_Task statement_: Although the entries contain pictures, only their text goes into the copy, set down exactly.

Saved data entries
++++++++
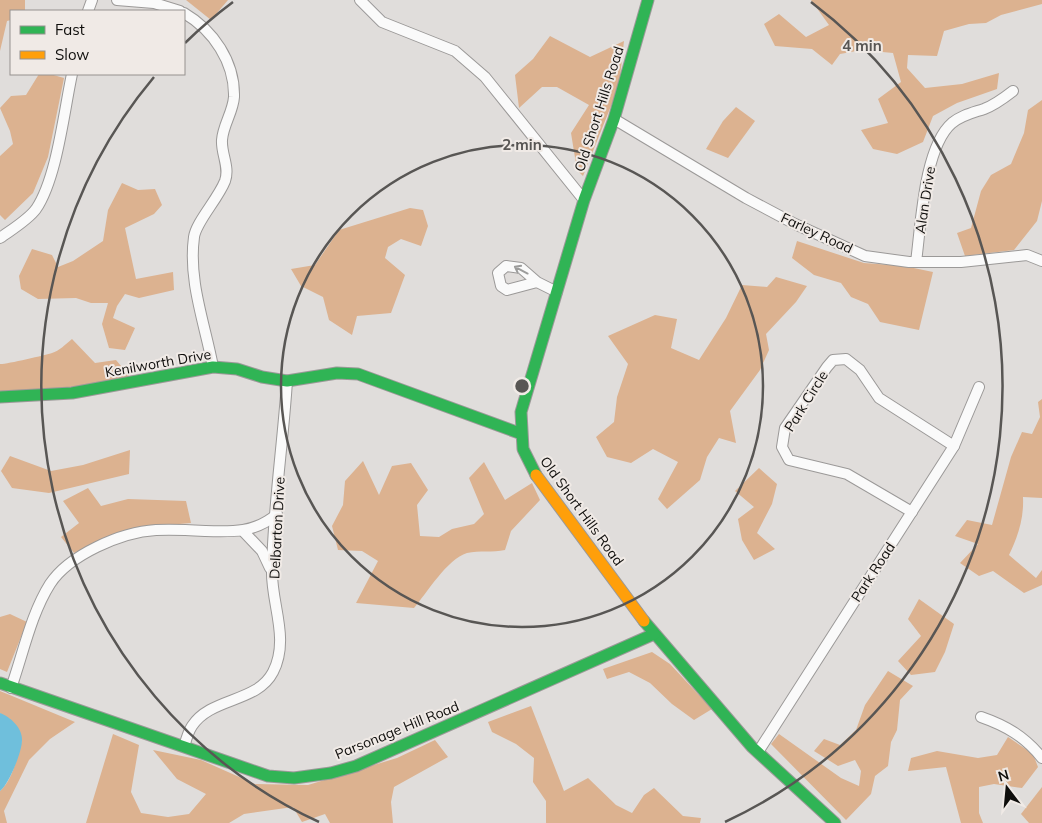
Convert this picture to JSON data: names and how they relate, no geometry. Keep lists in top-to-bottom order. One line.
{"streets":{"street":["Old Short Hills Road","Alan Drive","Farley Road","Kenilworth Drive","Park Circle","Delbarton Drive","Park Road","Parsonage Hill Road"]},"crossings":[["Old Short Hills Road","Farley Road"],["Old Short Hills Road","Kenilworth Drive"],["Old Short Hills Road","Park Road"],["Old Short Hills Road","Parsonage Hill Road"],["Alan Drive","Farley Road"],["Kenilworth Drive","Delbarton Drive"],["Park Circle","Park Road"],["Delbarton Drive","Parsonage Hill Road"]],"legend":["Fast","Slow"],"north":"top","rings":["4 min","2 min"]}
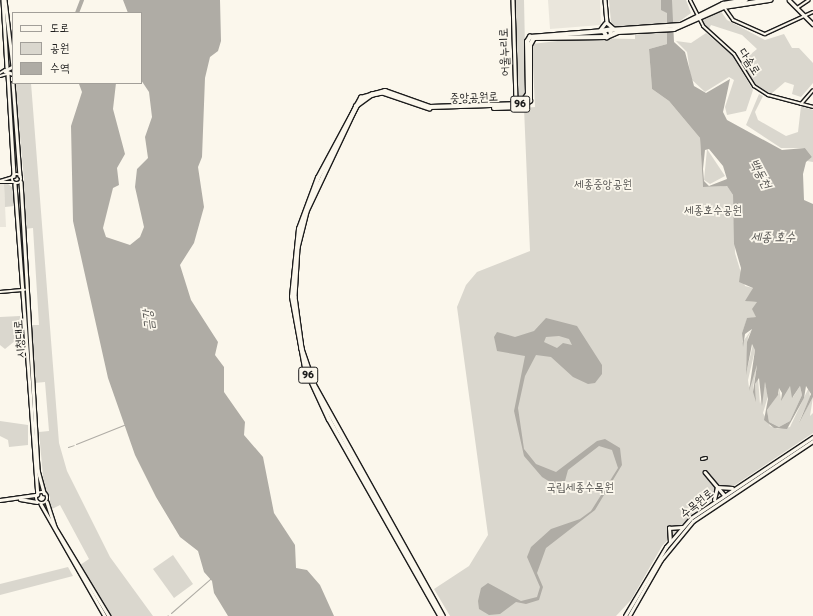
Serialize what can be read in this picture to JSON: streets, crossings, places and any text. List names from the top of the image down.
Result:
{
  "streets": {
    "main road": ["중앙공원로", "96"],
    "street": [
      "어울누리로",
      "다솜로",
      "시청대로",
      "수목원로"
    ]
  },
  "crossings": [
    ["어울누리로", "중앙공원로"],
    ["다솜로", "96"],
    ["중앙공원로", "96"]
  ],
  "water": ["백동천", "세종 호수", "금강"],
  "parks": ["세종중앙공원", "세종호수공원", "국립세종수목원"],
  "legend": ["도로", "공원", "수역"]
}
++++++++
_Answer_:
Convert this picture to JSON data: names and how they relate, no geometry. Keep lists in top-to-bottom order. One line.
{"streets":{"street":["Old Short Hills Road","Alan Drive","Farley Road","Kenilworth Drive","Park Circle","Delbarton Drive","Park Road","Parsonage Hill Road"]},"crossings":[["Old Short Hills Road","Farley Road"],["Old Short Hills Road","Kenilworth Drive"],["Old Short Hills Road","Park Road"],["Old Short Hills Road","Parsonage Hill Road"],["Alan Drive","Farley Road"],["Kenilworth Drive","Delbarton Drive"],["Park Circle","Park Road"],["Delbarton Drive","Parsonage Hill Road"]],"legend":["Fast","Slow"],"north":"top","rings":["4 min","2 min"]}
Serialize what can be read in this picture to JSON: streets, crossings, places and any text. List names from the top of the image down.
Result:
{
  "streets": {
    "main road": ["중앙공원로", "96"],
    "street": [
      "어울누리로",
      "다솜로",
      "시청대로",
      "수목원로"
    ]
  },
  "crossings": [
    ["어울누리로", "중앙공원로"],
    ["다솜로", "96"],
    ["중앙공원로", "96"]
  ],
  "water": ["백동천", "세종 호수", "금강"],
  "parks": ["세종중앙공원", "세종호수공원", "국립세종수목원"],
  "legend": ["도로", "공원", "수역"]
}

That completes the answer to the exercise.